Hey, kurt drew a penis on you and wrote my innotals. I had nothing to do a/ that.
You know how i spent all of black friday on the plane? Well guess who's getting a x-mas gift from skymall?!!??
we were going to warn you, but we veto-ed that idea somewhere between "this is the stupidest thing we've ever done" and "let's order a pizza"
I'm surrounded by 3 year olds in tutus. They are far too innocent to be within at least 500 ft of me.
Restaurants Roasting People Who Gave Them Negative Yelp Reviews (25 Pics)
if you wouldnt have been fucking me hard and crazy like that then my bed wouldn't have broke. you owe me 600.
so you admit it was good then??
They had some plan b on the table between the beer and the guacamole. Yeah, it's gonna be a fun party.

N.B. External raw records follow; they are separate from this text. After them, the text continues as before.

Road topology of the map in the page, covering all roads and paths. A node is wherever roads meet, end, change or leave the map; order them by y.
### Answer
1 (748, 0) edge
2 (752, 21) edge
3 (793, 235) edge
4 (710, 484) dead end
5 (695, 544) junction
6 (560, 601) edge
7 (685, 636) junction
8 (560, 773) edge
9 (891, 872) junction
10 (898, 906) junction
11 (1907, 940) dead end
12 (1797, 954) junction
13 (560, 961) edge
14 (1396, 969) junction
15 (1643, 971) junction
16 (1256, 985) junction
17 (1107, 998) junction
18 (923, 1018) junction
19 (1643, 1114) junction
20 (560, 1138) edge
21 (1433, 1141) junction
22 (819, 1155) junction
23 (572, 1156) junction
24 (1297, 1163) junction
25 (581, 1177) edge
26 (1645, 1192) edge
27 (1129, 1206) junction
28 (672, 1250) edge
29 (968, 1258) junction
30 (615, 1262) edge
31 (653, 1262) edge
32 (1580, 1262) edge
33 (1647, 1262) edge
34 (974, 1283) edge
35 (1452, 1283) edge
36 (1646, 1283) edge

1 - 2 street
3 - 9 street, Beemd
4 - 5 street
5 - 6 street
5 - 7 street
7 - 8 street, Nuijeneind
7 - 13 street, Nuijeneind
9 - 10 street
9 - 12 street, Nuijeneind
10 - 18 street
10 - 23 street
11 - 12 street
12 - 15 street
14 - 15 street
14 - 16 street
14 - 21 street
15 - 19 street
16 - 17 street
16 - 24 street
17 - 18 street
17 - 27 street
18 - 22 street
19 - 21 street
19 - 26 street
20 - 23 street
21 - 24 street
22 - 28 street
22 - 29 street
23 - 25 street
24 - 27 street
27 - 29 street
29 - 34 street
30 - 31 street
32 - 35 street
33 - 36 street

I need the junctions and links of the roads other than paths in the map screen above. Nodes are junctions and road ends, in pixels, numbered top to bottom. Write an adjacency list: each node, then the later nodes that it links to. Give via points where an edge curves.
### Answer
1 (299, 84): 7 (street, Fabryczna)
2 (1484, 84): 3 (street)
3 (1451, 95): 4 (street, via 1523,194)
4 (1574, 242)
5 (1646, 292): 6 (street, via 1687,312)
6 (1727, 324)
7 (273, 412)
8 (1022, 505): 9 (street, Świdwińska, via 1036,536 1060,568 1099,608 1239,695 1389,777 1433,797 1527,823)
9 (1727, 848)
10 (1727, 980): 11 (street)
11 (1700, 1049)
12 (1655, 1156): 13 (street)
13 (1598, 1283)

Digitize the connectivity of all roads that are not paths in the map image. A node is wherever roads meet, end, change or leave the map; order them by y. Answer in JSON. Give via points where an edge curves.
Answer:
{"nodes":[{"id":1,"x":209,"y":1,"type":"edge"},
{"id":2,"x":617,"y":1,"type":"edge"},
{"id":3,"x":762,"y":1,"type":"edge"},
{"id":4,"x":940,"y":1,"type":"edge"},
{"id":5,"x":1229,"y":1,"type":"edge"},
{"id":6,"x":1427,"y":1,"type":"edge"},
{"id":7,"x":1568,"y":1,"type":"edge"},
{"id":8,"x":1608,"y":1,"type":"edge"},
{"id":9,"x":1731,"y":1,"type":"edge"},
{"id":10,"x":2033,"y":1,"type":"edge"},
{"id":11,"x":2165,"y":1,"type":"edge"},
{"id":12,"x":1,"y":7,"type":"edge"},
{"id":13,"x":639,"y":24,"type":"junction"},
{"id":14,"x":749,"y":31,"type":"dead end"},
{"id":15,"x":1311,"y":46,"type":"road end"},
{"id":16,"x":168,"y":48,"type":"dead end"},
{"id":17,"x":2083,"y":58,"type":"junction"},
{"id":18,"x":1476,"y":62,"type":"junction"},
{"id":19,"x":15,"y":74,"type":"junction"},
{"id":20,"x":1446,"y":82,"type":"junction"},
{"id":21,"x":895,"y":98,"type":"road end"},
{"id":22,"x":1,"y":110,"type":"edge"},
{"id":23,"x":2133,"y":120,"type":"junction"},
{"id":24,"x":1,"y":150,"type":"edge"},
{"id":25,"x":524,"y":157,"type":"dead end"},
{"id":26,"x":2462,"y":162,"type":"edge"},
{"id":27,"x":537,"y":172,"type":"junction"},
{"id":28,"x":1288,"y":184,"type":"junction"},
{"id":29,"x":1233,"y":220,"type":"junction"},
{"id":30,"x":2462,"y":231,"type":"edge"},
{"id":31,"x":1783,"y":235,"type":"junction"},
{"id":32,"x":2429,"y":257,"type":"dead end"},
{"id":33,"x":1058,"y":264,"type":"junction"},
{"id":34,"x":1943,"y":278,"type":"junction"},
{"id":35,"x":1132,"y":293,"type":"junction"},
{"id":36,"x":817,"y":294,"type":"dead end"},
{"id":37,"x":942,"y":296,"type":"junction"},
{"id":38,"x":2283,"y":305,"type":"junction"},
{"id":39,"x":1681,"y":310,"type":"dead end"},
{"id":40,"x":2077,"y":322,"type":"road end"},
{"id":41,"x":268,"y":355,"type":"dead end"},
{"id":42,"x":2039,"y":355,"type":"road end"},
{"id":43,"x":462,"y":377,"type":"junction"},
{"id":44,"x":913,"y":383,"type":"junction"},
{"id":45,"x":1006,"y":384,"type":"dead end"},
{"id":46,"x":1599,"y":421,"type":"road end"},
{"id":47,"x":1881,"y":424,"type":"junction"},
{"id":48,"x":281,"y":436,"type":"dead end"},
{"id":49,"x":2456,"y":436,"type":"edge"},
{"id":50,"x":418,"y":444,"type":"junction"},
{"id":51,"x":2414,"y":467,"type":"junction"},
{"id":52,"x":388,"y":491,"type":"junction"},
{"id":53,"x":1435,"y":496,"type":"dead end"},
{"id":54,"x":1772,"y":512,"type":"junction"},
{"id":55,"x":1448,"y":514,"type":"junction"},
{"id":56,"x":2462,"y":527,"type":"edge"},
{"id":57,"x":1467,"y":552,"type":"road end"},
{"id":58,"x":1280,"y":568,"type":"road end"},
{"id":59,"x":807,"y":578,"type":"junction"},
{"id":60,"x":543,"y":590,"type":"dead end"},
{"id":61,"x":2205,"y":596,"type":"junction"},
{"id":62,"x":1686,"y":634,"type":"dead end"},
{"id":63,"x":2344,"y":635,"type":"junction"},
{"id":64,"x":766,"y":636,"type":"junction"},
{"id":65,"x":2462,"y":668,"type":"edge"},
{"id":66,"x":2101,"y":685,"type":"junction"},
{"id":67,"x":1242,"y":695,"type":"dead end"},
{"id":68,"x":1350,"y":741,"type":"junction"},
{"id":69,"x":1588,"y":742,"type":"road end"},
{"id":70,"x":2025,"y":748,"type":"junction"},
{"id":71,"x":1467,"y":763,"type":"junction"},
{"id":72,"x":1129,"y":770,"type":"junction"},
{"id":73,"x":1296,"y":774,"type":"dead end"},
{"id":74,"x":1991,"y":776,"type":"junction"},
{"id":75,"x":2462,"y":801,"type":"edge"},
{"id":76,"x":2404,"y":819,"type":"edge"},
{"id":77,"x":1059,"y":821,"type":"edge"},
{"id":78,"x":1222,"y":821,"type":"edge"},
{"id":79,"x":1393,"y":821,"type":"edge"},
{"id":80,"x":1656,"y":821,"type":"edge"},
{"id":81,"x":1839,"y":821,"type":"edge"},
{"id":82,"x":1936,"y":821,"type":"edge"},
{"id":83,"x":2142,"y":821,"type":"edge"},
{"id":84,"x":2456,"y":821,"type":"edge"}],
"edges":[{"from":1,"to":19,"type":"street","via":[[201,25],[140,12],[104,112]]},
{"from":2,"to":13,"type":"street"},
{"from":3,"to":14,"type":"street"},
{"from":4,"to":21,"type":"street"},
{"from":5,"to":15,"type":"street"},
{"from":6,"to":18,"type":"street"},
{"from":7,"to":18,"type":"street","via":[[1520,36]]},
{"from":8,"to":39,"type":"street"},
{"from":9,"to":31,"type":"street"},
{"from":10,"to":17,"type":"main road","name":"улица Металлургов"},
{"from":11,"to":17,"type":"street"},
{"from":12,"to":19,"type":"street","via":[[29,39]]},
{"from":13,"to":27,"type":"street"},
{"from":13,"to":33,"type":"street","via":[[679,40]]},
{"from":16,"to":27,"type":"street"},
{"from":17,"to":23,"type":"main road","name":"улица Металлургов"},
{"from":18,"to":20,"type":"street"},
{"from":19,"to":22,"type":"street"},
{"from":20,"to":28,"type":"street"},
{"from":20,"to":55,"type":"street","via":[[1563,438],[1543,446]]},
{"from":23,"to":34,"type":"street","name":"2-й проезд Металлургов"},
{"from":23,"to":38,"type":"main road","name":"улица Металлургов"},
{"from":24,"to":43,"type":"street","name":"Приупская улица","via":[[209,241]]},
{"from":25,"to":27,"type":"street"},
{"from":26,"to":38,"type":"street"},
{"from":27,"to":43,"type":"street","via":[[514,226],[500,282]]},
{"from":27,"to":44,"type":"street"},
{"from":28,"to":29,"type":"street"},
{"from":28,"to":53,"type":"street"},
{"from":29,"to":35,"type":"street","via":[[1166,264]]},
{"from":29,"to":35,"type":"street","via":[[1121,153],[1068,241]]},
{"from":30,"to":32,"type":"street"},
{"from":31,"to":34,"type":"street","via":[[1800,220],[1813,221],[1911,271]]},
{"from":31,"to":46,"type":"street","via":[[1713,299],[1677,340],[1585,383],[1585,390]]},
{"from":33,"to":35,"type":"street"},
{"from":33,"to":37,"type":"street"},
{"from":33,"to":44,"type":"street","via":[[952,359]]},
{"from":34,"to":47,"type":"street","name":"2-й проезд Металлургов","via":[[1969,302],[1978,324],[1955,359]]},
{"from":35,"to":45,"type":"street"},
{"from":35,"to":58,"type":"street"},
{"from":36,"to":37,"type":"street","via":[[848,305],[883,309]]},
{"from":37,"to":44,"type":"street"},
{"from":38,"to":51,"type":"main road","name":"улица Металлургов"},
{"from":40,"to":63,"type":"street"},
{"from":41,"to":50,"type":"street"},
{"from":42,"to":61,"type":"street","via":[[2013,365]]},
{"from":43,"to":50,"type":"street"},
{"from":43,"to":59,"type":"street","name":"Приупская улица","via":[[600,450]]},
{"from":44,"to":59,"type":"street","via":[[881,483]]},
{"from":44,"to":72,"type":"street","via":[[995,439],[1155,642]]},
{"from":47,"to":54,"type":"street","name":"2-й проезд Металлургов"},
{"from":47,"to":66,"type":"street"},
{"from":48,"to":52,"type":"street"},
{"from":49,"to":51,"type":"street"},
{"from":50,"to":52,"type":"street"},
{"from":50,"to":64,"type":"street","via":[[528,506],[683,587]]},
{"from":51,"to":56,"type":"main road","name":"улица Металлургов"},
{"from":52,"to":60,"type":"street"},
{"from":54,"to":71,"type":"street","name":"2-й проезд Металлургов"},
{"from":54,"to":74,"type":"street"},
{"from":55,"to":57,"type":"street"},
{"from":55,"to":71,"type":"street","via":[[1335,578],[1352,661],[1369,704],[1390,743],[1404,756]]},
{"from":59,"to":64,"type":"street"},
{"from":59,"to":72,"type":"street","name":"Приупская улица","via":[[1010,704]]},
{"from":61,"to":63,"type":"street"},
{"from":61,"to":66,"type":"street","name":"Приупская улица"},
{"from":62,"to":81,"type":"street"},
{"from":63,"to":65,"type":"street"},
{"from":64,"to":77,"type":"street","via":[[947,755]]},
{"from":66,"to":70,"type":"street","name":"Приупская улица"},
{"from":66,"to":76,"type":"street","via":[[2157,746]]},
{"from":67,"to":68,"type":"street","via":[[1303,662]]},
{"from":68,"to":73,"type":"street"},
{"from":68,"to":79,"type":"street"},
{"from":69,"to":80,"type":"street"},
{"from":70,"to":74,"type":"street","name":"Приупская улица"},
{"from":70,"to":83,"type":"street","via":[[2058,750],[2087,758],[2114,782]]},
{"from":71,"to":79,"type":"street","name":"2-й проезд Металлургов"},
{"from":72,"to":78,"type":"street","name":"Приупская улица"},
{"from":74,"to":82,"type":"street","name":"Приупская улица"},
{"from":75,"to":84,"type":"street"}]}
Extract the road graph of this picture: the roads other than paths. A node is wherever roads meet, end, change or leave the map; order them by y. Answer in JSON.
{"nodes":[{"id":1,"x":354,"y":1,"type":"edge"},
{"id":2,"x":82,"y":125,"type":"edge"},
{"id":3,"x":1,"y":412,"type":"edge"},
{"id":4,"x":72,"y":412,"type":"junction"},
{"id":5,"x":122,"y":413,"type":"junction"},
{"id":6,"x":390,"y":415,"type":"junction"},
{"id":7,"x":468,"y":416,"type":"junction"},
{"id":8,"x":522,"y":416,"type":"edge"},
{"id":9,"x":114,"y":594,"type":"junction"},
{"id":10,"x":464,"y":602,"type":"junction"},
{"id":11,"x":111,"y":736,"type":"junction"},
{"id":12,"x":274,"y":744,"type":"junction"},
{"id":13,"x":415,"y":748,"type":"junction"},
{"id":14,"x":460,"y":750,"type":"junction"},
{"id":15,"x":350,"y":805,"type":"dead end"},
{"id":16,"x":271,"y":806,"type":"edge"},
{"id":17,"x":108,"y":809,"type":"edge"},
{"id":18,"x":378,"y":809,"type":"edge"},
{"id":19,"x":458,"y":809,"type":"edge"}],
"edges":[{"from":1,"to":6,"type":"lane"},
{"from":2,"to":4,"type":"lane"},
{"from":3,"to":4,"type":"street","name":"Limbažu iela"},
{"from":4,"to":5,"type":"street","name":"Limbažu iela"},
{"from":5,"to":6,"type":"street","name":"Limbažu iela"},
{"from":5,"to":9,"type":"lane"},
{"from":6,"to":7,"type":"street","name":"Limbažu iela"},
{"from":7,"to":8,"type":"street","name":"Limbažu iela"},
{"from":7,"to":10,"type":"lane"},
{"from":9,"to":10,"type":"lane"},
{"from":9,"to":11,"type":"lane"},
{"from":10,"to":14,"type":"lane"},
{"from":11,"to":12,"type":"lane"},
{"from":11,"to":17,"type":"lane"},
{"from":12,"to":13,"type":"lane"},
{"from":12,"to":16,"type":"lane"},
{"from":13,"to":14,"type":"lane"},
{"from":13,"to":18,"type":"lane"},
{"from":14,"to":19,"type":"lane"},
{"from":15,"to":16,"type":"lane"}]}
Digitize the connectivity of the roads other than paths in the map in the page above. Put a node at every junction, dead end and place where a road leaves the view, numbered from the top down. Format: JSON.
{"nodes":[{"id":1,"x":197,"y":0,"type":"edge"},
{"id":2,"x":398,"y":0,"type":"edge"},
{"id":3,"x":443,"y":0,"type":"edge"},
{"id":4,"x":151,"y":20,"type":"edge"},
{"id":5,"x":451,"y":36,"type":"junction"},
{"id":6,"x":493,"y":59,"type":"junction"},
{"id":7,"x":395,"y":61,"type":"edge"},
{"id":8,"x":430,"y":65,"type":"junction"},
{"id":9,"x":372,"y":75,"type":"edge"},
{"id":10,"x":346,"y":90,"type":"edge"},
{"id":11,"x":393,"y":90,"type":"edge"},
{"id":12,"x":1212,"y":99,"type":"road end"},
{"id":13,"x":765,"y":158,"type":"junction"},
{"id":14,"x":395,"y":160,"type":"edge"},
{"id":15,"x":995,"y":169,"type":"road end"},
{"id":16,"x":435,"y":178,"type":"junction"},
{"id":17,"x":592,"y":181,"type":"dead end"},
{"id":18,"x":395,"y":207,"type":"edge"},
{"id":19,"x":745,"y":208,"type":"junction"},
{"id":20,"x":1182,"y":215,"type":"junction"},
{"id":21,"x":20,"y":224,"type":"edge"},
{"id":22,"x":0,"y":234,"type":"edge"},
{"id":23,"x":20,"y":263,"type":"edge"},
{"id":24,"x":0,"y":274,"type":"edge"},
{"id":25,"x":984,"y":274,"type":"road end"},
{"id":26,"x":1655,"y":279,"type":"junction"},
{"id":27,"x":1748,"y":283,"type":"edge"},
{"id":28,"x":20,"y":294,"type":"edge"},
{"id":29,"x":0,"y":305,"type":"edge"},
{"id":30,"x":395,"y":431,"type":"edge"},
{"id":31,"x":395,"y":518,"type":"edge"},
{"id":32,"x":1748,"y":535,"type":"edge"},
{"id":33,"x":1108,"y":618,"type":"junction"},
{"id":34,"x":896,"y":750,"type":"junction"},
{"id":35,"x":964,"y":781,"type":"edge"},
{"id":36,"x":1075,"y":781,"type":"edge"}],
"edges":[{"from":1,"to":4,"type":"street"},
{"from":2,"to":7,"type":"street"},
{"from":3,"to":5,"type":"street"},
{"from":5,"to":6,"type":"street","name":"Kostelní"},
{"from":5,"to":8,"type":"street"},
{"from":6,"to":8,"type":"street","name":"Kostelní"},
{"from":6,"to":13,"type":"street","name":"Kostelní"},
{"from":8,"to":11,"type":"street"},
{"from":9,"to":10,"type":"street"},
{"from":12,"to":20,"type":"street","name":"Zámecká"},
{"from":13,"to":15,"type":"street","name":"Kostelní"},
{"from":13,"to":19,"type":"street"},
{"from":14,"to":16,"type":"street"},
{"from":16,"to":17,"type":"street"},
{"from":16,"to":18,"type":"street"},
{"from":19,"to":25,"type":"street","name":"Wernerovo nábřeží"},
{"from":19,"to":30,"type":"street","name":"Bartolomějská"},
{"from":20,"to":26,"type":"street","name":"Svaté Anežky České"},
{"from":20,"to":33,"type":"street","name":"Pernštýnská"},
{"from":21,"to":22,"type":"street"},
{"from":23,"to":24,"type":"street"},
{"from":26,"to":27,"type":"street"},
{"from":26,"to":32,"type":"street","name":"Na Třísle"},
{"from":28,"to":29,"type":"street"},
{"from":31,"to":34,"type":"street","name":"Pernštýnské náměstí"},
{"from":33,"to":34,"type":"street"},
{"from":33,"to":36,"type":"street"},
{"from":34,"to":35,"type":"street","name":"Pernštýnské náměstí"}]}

Toga everclear = hospital visit... Im sure the paramedics hate me right now
Some rando is vomiting profusely into the garden outside the employee entrance. Where are you when things like this happen to me?
Vomiting outside the employee entrance
Dude. There's gotta be an article in Cosmo about it cause I've had three different girls tongue tickle my brownie this month.
Woman Posts Harassing DMs From Creep Online, Now He’s Upset Because People Told His Mom
It started as ''I want a romantic life right now'' text. It ended with pool table sex.
Drunk naked twister. My place. Heath is trying to use his dick as a third leg.
We went rollerblading down high street singing "Free Falling"in ketchup and mustard costumes. A car full of guys drove by and yelled out their window "Need a hot dog with that?!" Naturally, we woke up at their apartment.
I don't mean to crush your hopes and dreams but having sex IN the Stanley Cup isn't possible
How do I send someone an apology text for giving them a lap dance in the middle of a party last night?
How is it that I can make it to my 8am Friday morning still drunk after passing out the night before...but not to my 9am on Tuesday that I went to bed early for? Irony or karma?